____ Entries provided
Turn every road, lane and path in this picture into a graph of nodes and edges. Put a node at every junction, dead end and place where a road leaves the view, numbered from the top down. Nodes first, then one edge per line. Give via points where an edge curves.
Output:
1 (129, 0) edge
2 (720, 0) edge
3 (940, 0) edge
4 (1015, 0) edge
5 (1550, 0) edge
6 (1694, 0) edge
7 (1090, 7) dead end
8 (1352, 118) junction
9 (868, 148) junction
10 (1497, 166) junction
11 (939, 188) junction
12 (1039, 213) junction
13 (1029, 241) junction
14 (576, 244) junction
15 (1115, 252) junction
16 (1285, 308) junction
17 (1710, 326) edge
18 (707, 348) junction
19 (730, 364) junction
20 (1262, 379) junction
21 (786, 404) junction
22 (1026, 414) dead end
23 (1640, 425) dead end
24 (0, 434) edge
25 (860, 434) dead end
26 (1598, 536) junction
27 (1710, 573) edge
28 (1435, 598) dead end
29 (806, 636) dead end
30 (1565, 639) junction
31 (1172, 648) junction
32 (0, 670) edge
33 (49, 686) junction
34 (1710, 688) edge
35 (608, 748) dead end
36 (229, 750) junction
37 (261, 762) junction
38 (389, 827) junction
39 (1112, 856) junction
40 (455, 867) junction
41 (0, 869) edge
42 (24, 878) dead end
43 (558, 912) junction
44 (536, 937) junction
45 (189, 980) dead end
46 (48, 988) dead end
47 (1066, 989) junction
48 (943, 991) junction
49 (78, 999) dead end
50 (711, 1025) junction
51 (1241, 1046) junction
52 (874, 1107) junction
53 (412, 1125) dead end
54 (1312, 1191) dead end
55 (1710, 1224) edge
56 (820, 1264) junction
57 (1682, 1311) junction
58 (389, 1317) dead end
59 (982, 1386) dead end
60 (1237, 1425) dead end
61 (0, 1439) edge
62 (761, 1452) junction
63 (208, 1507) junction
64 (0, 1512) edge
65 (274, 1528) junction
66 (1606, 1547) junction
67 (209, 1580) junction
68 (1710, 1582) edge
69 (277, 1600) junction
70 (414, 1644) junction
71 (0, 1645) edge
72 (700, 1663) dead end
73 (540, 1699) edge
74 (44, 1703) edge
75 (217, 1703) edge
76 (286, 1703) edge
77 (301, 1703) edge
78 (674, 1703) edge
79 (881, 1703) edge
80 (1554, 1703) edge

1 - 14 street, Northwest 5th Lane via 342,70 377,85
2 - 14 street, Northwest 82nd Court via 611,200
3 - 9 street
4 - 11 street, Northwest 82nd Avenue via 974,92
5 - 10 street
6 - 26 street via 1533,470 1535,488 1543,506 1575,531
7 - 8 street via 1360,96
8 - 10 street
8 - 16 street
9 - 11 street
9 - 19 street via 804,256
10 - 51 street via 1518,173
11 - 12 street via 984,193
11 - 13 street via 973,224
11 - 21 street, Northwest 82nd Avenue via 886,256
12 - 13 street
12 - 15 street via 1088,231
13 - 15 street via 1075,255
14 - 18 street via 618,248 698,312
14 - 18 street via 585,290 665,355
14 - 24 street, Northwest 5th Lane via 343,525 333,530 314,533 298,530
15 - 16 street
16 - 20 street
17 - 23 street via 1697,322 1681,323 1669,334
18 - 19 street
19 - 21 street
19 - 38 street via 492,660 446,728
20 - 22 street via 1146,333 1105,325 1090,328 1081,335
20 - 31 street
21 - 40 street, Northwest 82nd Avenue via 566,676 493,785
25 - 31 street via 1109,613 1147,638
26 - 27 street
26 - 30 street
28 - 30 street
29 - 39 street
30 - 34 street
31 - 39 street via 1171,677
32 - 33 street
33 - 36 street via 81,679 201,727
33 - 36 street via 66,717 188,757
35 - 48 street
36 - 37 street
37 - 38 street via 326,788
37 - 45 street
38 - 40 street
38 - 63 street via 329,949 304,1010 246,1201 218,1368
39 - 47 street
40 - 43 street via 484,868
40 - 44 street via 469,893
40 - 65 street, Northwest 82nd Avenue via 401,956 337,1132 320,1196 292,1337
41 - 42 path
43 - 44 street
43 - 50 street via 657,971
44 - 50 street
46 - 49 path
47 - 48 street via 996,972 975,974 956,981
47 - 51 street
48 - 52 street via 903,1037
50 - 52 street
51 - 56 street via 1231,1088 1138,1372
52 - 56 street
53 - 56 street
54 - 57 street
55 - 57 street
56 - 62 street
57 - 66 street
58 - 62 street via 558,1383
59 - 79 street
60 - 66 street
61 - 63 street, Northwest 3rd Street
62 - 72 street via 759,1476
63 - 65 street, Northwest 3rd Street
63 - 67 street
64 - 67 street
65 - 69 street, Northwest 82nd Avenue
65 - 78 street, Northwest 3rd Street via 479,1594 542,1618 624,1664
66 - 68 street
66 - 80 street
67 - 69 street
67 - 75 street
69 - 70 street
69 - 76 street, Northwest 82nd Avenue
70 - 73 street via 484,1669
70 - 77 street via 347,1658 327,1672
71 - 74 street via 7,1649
________
→ What is being asked
Gather, from the listing above, every line carrying the word "Northwest".

→ Answer to the problem
1 - 14 street, Northwest 5th Lane via 342,70 377,85
2 - 14 street, Northwest 82nd Court via 611,200
4 - 11 street, Northwest 82nd Avenue via 974,92
11 - 21 street, Northwest 82nd Avenue via 886,256
14 - 24 street, Northwest 5th Lane via 343,525 333,530 314,533 298,530
21 - 40 street, Northwest 82nd Avenue via 566,676 493,785
40 - 65 street, Northwest 82nd Avenue via 401,956 337,1132 320,1196 292,1337
61 - 63 street, Northwest 3rd Street
63 - 65 street, Northwest 3rd Street
65 - 69 street, Northwest 82nd Avenue
65 - 78 street, Northwest 3rd Street via 479,1594 542,1618 624,1664
69 - 76 street, Northwest 82nd Avenue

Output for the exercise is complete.